STUDY MATERIAL:

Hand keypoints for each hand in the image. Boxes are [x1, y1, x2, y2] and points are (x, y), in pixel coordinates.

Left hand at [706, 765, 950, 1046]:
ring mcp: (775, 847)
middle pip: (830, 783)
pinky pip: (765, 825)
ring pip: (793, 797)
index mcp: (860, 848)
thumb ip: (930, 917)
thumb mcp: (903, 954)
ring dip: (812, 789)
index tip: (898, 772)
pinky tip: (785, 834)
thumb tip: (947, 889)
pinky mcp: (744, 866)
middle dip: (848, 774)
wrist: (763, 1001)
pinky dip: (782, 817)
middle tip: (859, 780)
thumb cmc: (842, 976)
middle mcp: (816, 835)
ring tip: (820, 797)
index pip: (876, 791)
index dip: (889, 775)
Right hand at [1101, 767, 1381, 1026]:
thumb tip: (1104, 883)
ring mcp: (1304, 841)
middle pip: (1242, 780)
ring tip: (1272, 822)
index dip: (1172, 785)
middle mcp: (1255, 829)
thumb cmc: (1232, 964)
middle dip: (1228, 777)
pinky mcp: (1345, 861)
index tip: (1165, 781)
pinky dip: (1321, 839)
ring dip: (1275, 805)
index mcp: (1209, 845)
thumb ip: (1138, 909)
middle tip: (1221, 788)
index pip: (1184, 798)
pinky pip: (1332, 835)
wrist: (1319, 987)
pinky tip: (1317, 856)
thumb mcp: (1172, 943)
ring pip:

TASK BRIEF:
Copy out the whole listing exactly; please set it all down.

RESULT OF THE EXERCISE:
Hand keypoints for each hand in the image. Boxes are [x1, y1, x2, y2] and points are (x, y), in pixel coordinates.

Left hand at [706, 765, 950, 1046]:
ring mcp: (775, 847)
middle pip: (830, 783)
pinky pip: (765, 825)
ring pip: (793, 797)
index mcp: (860, 848)
thumb ip: (930, 917)
thumb mcp: (903, 954)
ring dip: (812, 789)
index tip: (898, 772)
pinky tip: (785, 834)
thumb tip: (947, 889)
pinky mcp: (744, 866)
middle dip: (848, 774)
wrist: (763, 1001)
pinky dip: (782, 817)
middle tip: (859, 780)
thumb cmc: (842, 976)
middle mcp: (816, 835)
ring tip: (820, 797)
index pip: (876, 791)
index dip: (889, 775)
Right hand at [1101, 767, 1381, 1026]:
thumb tip: (1104, 883)
ring mcp: (1304, 841)
middle pip: (1242, 780)
ring tip: (1272, 822)
index dip: (1172, 785)
middle mcp: (1255, 829)
thumb cmc: (1232, 964)
middle dip: (1228, 777)
pinky mcp: (1345, 861)
index tip: (1165, 781)
pinky dip: (1321, 839)
ring dip: (1275, 805)
index mcp: (1209, 845)
thumb ip: (1138, 909)
middle tip: (1221, 788)
index pip: (1184, 798)
pinky pip: (1332, 835)
wrist: (1319, 987)
pinky tip: (1317, 856)
thumb mcp: (1172, 943)
ring pip:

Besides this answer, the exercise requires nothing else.